The software problem is not usually that processors are not fast enough.

No, but one of the problems is that SW is too slow and memory hungry.
It is that software modules are not sufficiently standardised, leading
to endless reduplication of effort, and erros as parts are fitted together.

Strange that I am managing to fit together several non-standard
libraries to do the bulk of a complex project. I've probably written
under 10% of the total code in said project.
However 64 bit ints are not the perfect solution,

You've got that right.
in the sense that
there are no good arguments agiant them.

What, none of the arguments used by Intel which I've pointed you at and
you have not addressed are good? How about the arguments you have been
pointed at by those responsible for the Unix standard that you have not
dealt with?
One of which is that the raison
d' etre of C is a very efficient language. If int is not in fact the
most efficent integer type, that is a big sacrifice to make.

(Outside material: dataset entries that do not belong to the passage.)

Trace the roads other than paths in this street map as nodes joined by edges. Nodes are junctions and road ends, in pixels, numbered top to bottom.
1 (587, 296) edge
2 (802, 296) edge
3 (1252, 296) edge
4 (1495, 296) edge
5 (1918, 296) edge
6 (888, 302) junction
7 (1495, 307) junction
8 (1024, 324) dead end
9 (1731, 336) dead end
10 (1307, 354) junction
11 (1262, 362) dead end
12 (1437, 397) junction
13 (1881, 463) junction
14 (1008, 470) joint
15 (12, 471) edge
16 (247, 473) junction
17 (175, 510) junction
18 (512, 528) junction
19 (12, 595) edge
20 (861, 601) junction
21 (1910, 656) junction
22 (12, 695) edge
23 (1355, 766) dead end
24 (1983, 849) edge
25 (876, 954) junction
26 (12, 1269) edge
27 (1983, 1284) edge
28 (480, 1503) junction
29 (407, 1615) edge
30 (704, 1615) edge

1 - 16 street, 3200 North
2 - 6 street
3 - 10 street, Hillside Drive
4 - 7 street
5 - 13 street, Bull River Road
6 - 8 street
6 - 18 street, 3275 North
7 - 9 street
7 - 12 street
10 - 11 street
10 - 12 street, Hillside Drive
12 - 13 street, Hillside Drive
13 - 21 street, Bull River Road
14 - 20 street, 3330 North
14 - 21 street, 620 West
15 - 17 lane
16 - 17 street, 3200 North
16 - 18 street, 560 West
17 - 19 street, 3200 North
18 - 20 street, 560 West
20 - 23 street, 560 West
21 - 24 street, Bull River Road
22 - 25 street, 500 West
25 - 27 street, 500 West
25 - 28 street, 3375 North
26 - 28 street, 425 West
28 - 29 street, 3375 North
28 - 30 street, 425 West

Then we had better stick with 32 bit int because that is what Intel say
is most efficient on their spanking new high end 64 bit processors.
However
rewritng everything with size_t's isn't going to solve that problem.
There will still be lots of 64 integers in play, but everything else
will break, as we have two standards for a general-purpose integer.

No, we have one standard for a general purpose integer, one standard for
a general purpose unsigned integer, and one standard for sizes and
indexes. So what you think is a second general purpose integer type
isn't but something you did not even consider is. Perhaps you need to
learn a bit more about C before commenting on it since you still do not
seem to understand it.
 
K

Keith Thompson

jacob navia said:
Before a proposal is presented to the standard, it is much better to
discuss it informally among interested people.

THEN, it can be presented to the committee.

Are you under the impression that posting to comp.std.c constitutes
a formal presentation to the committee?

comp.std.c has no official association with the committee. It's just
a newsgroup that discusses the C standard. Some, but by no means all,
committee members hang out there, but they do so as individuals. You
can post anything you like there, as long as it's topical.

In other words, the way to "discuss it informally among interested
people" is *precisely* to post to comp.std.c.

If you want to present something to the committe, you need to talk to
your national body. I don't know what the procedure for that would
be, but I'm sure you can find out if you're sufficiently interested.